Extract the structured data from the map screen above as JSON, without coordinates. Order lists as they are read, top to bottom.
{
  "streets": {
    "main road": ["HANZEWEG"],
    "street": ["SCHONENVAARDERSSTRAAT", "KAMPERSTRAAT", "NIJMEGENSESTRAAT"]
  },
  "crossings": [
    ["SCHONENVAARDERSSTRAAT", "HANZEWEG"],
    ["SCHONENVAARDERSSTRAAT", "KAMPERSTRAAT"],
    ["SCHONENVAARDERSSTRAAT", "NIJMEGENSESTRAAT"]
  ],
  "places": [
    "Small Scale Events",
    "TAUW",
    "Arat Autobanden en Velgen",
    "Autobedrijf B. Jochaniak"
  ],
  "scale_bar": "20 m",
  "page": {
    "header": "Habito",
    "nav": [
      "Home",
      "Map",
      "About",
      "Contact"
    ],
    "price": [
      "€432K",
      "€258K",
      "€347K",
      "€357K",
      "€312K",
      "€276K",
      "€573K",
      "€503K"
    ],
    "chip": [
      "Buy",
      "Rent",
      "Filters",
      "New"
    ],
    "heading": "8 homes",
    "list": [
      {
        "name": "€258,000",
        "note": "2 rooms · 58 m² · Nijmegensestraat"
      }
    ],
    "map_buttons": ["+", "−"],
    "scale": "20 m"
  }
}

※

- [Required work]:
The answer must restate each entry word for word.

- [Exercise response]:
Extract the structured data from the map screen above as JSON, without coordinates. Order lists as they are read, top to bottom.
{
  "streets": {
    "main road": ["HANZEWEG"],
    "street": ["SCHONENVAARDERSSTRAAT", "KAMPERSTRAAT", "NIJMEGENSESTRAAT"]
  },
  "crossings": [
    ["SCHONENVAARDERSSTRAAT", "HANZEWEG"],
    ["SCHONENVAARDERSSTRAAT", "KAMPERSTRAAT"],
    ["SCHONENVAARDERSSTRAAT", "NIJMEGENSESTRAAT"]
  ],
  "places": [
    "Small Scale Events",
    "TAUW",
    "Arat Autobanden en Velgen",
    "Autobedrijf B. Jochaniak"
  ],
  "scale_bar": "20 m",
  "page": {
    "header": "Habito",
    "nav": [
      "Home",
      "Map",
      "About",
      "Contact"
    ],
    "price": [
      "€432K",
      "€258K",
      "€347K",
      "€357K",
      "€312K",
      "€276K",
      "€573K",
      "€503K"
    ],
    "chip": [
      "Buy",
      "Rent",
      "Filters",
      "New"
    ],
    "heading": "8 homes",
    "list": [
      {
        "name": "€258,000",
        "note": "2 rooms · 58 m² · Nijmegensestraat"
      }
    ],
    "map_buttons": ["+", "−"],
    "scale": "20 m"
  }
}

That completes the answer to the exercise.